Stored data:
——————

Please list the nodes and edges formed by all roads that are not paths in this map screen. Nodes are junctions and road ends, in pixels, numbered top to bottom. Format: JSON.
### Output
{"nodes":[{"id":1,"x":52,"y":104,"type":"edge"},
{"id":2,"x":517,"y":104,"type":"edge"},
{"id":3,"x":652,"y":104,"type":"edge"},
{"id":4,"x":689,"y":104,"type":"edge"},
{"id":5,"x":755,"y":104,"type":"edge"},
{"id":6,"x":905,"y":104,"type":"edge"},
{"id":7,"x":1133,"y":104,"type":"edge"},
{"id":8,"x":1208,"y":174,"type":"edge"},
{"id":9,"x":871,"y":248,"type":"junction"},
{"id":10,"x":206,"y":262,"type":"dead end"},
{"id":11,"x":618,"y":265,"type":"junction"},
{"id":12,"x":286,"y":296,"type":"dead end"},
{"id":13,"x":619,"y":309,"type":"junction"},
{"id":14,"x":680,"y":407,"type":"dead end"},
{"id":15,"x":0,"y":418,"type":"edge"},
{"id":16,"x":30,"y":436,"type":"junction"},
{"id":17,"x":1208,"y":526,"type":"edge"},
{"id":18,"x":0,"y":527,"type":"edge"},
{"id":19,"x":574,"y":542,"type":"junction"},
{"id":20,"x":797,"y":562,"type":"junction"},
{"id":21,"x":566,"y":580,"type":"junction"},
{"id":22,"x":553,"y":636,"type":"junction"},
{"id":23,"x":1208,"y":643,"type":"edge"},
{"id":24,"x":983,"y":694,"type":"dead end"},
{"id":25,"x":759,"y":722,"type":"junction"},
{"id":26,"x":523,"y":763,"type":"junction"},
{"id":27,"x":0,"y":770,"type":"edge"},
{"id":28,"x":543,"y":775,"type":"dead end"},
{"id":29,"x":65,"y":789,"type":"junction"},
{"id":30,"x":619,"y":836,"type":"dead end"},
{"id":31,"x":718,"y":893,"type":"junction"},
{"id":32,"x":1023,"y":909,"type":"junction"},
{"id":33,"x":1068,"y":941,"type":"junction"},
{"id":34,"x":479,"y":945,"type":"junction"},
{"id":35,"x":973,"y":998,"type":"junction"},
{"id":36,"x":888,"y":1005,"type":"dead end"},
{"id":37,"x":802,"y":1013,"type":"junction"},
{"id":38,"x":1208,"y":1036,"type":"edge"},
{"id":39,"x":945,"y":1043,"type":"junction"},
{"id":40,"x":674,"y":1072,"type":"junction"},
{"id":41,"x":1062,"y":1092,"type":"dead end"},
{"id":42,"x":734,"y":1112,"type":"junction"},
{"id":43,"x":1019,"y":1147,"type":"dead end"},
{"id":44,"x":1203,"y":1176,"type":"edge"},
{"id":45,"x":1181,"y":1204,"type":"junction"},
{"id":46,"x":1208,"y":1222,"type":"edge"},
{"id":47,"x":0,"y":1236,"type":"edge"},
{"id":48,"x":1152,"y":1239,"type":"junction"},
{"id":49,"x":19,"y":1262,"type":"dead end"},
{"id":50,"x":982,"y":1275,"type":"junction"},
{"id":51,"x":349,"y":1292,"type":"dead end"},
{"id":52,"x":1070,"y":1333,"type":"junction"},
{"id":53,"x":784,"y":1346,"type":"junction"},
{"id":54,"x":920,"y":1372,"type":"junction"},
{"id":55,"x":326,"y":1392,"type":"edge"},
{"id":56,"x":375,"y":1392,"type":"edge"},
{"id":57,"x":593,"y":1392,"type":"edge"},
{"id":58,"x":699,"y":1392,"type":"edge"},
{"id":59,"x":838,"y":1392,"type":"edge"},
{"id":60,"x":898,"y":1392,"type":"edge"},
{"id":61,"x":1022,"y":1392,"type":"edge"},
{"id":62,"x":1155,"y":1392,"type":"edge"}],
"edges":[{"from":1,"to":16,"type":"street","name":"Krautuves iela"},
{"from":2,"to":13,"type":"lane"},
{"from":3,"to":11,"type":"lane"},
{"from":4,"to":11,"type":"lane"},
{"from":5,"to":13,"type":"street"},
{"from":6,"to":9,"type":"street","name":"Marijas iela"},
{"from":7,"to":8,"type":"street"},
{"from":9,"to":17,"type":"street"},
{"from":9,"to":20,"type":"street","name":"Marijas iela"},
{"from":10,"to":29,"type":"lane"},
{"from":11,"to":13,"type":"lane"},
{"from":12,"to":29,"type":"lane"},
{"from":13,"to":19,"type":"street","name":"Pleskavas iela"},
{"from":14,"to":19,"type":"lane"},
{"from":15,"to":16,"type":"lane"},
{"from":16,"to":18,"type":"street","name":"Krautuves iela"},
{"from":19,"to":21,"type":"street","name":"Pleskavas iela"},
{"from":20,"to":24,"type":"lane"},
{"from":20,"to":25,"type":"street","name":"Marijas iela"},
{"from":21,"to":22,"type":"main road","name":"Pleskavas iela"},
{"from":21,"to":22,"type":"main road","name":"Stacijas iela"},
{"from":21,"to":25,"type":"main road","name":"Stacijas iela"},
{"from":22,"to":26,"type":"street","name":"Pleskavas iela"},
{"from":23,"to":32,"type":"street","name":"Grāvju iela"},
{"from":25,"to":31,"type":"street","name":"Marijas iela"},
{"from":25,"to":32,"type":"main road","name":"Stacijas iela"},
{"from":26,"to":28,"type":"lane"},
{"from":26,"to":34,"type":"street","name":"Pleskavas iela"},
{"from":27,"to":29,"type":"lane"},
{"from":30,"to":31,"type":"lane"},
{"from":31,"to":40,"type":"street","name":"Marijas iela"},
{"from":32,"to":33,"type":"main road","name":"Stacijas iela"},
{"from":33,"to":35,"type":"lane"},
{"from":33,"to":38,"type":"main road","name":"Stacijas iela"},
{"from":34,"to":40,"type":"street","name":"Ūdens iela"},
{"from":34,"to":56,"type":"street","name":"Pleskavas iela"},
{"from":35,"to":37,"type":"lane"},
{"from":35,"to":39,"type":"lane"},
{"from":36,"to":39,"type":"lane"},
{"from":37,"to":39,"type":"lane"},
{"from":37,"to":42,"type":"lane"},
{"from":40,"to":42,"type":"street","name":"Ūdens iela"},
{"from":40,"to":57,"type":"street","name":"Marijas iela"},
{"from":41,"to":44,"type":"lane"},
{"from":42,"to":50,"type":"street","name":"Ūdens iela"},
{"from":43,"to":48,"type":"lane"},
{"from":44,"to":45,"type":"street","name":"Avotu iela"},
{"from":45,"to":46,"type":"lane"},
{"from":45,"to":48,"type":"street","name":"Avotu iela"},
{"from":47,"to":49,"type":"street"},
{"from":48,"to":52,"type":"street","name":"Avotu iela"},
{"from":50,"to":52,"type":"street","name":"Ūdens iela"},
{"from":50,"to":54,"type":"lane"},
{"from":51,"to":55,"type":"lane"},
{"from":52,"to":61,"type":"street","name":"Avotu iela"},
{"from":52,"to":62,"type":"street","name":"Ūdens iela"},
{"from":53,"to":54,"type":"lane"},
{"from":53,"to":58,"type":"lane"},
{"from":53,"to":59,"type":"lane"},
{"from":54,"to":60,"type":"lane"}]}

——————

EXERCISE AIM: Check each line of the entries above for the string "dead", and return those that contain it.

SOLUTION TO THIS EXERCISE:
{"id":10,"x":206,"y":262,"type":"dead end"},
{"id":12,"x":286,"y":296,"type":"dead end"},
{"id":14,"x":680,"y":407,"type":"dead end"},
{"id":24,"x":983,"y":694,"type":"dead end"},
{"id":28,"x":543,"y":775,"type":"dead end"},
{"id":30,"x":619,"y":836,"type":"dead end"},
{"id":36,"x":888,"y":1005,"type":"dead end"},
{"id":41,"x":1062,"y":1092,"type":"dead end"},
{"id":43,"x":1019,"y":1147,"type":"dead end"},
{"id":49,"x":19,"y":1262,"type":"dead end"},
{"id":51,"x":349,"y":1292,"type":"dead end"},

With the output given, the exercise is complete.